How do we benchmark what actually matters for AI-native API gateways, without invalidating the existing proxy baseline?

Decision

Introduce a two-layer benchmark framework:

Layer 0 — Proxy Baseline (existing, unchanged)
  Score: Measures raw HTTP proxy throughput
  Methodology: 7 scenarios, median-of-5, CI95
  Schedule: Every 30 min (existing CronJob)

Layer 1 — Enterprise AI Readiness (NEW)
  Score: Measures 8 enterprise dimensions
  Methodology: 8 scenarios, median-of-3, CI95
  Schedule: Hourly (new CronJob)

Layer 0 stays untouched.
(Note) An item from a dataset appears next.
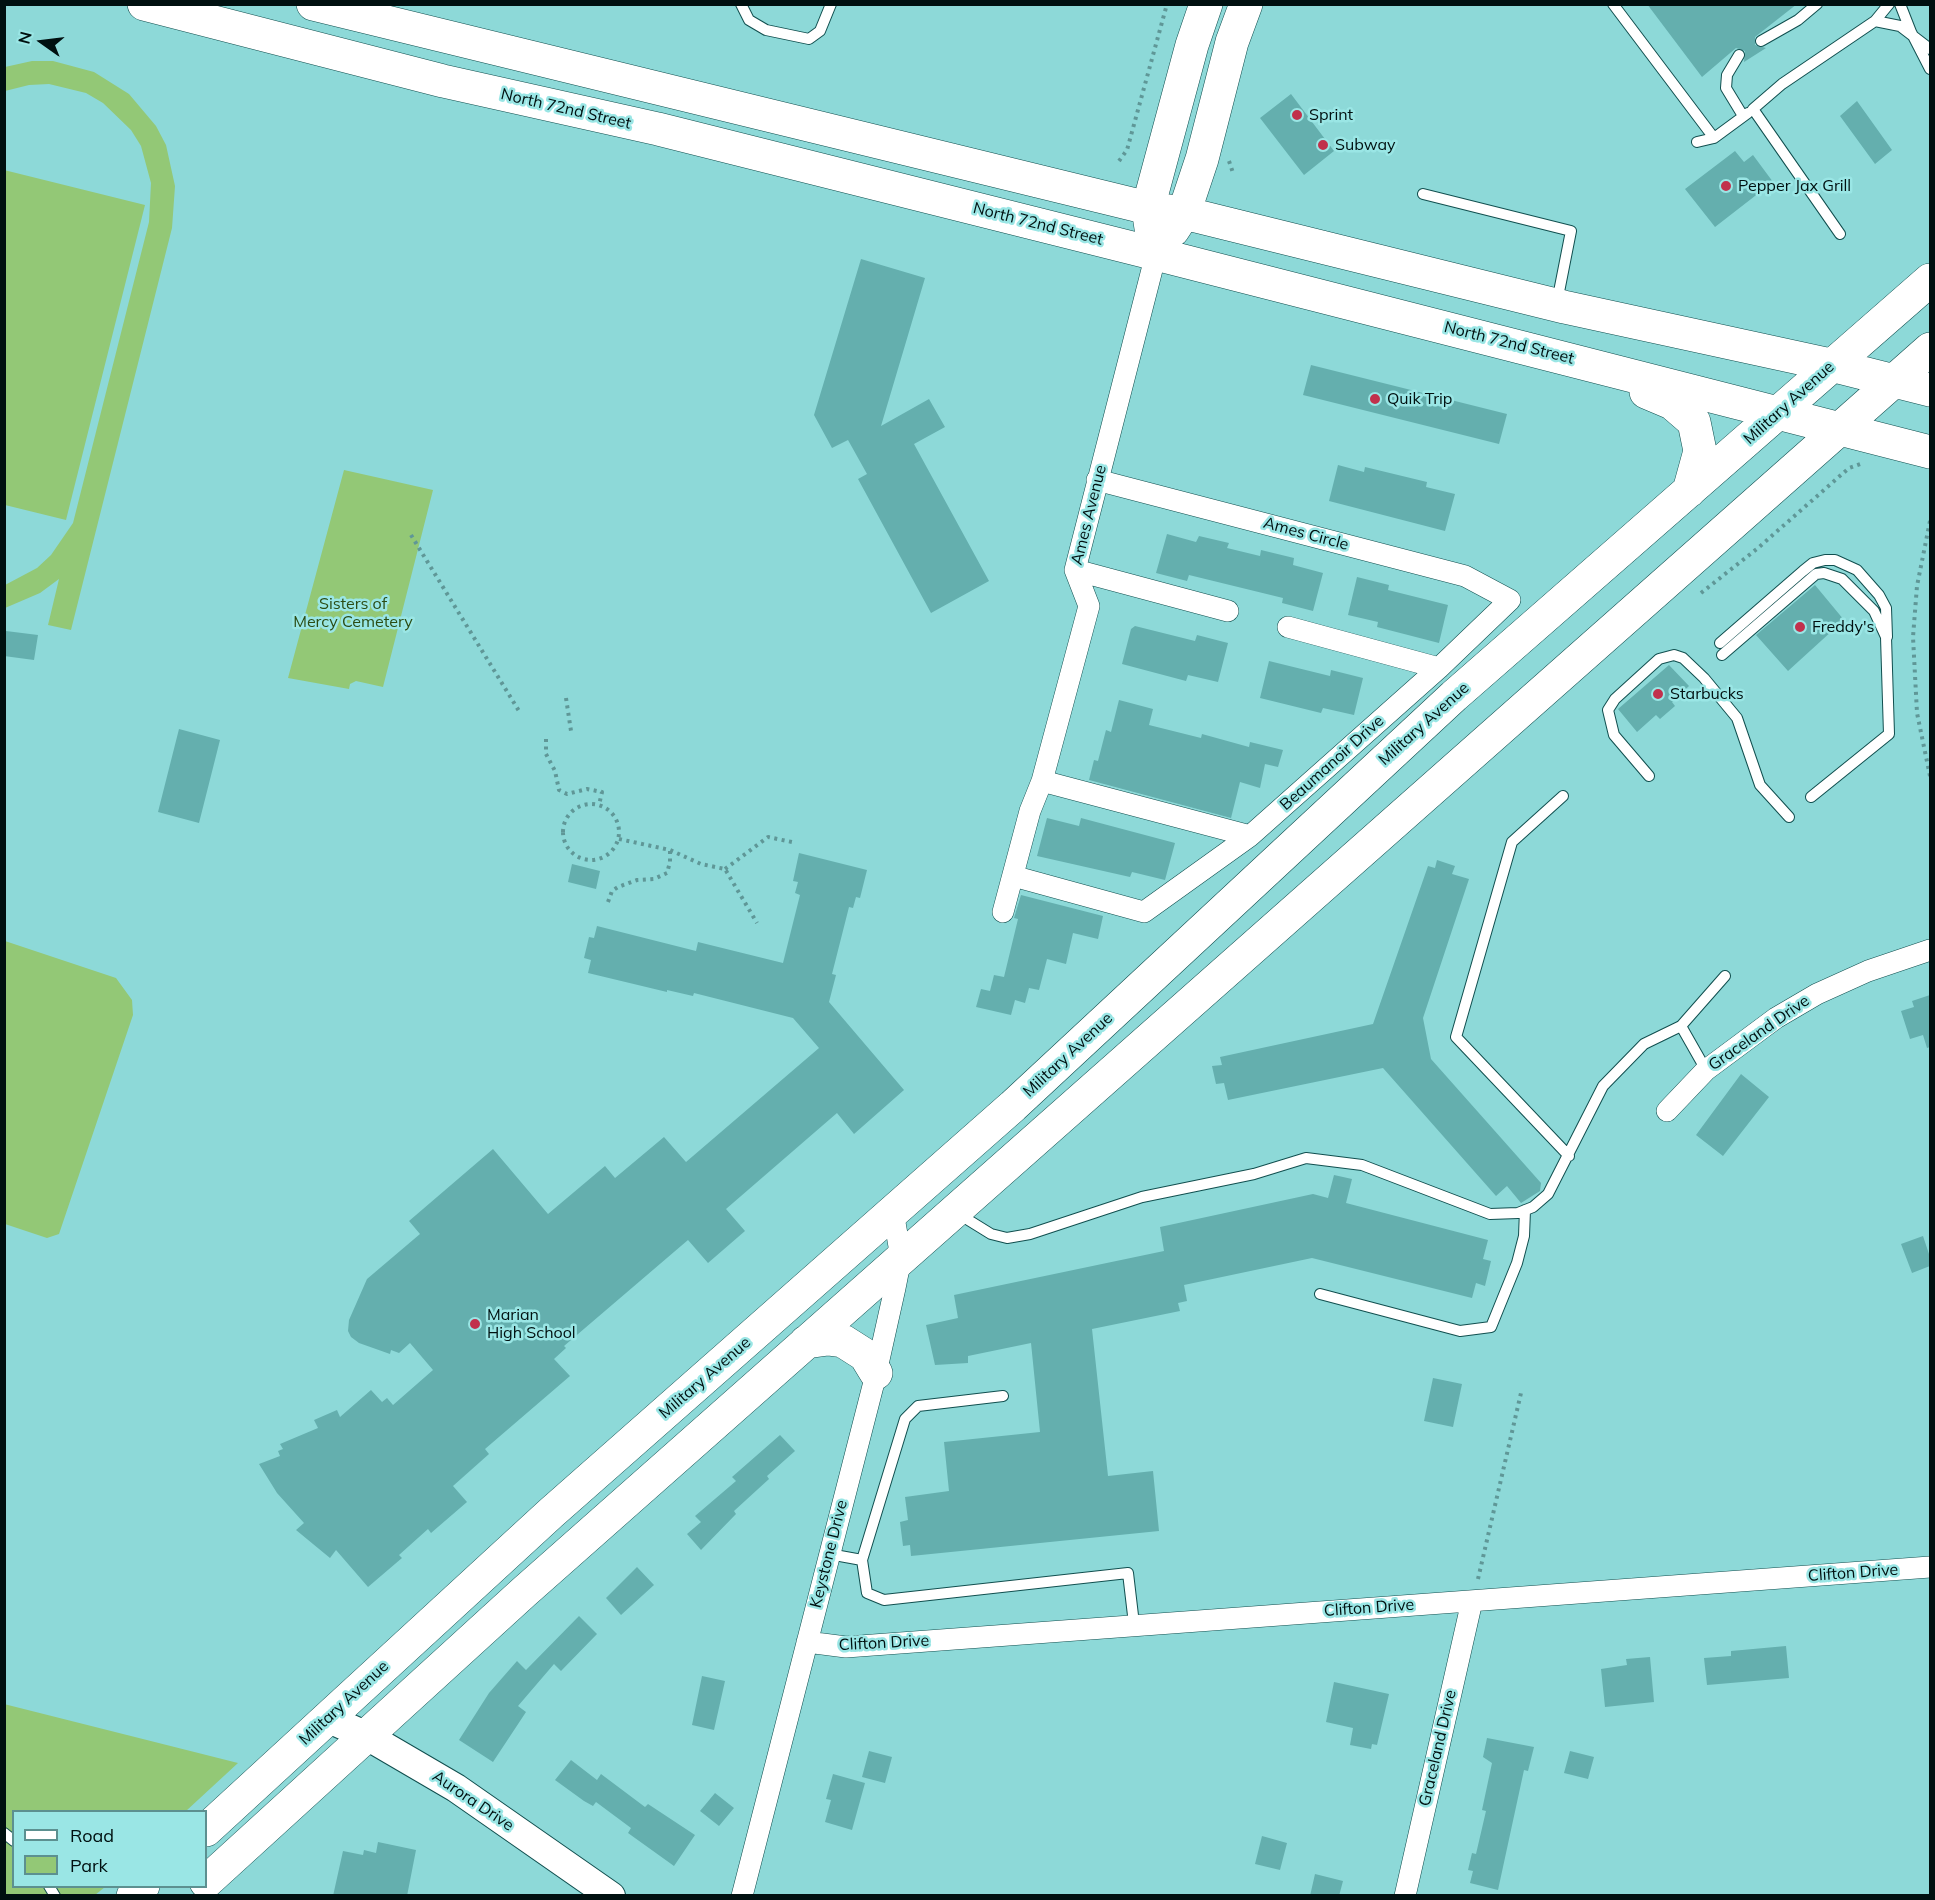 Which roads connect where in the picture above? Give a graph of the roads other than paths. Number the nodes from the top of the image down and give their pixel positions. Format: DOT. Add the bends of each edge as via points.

Layer 1 is additive — a separate CronJob, separate Prometheus metrics, separate Grafana dashboard.

8 Enterprise Dimensions

#	Dimension	Weight	What It Tests	Endpoint	Latency Cap
1	MCP Discovery	0.15	`GET /mcp/capabilities` returns valid JSON with capability listing	`/mcp/capabilities`	500ms
2	MCP Tool Execution	0.20	`POST /mcp/tools/list` via JSON-RPC, response within p95 cap	`/mcp/tools/list`	500ms
3	Auth Chain	0.15	JWT Bearer token + MCP tool call, full auth pipeline	`/mcp/tools/list` + JWT	1s
4	Policy Engine	0.15	OPA evaluation overhead on MCP endpoints	`/mcp/capabilities`	200ms
5	AI Guardrails	0.10	PII in tool call payload blocked or redacted	`/mcp/tools/call` + PII	1s
6	Rate Limiting	0.10	429 enforcement fires on burst, valid requests pass	`/mcp/capabilities`	1s
7	Resilience	0.10	Bad tool call returns 4xx graceful error, not 500 crash	`/mcp/tools/call` + bad input	1s
8	Agent Governance	0.05	Session and governance endpoints exist and respond	`/admin/sessions/stats`	2s

Scoring Formula

Each dimension score (0-100):

availability_score = passes / (passes + fails) * 100
latency_score = max(0, 100 * (1 - p95 / cap))
dimension_score = 0.6 * availability_score + 0.4 * latency_score

Composite Enterprise Readiness Index:

ERI = sum(weight_i * dimension_score_i)

If a gateway doesn't implement a feature, it scores 0 — not N/A. The 0 is honest and factual: the capability is absent. It's also an invitation: implement MCP and your score goes up.

Open Participation Model

The benchmark spec is public (this ADR). Any gateway can participate:

Implement MCP endpoints (either STOA REST or Streamable HTTP JSON-RPC 2.0)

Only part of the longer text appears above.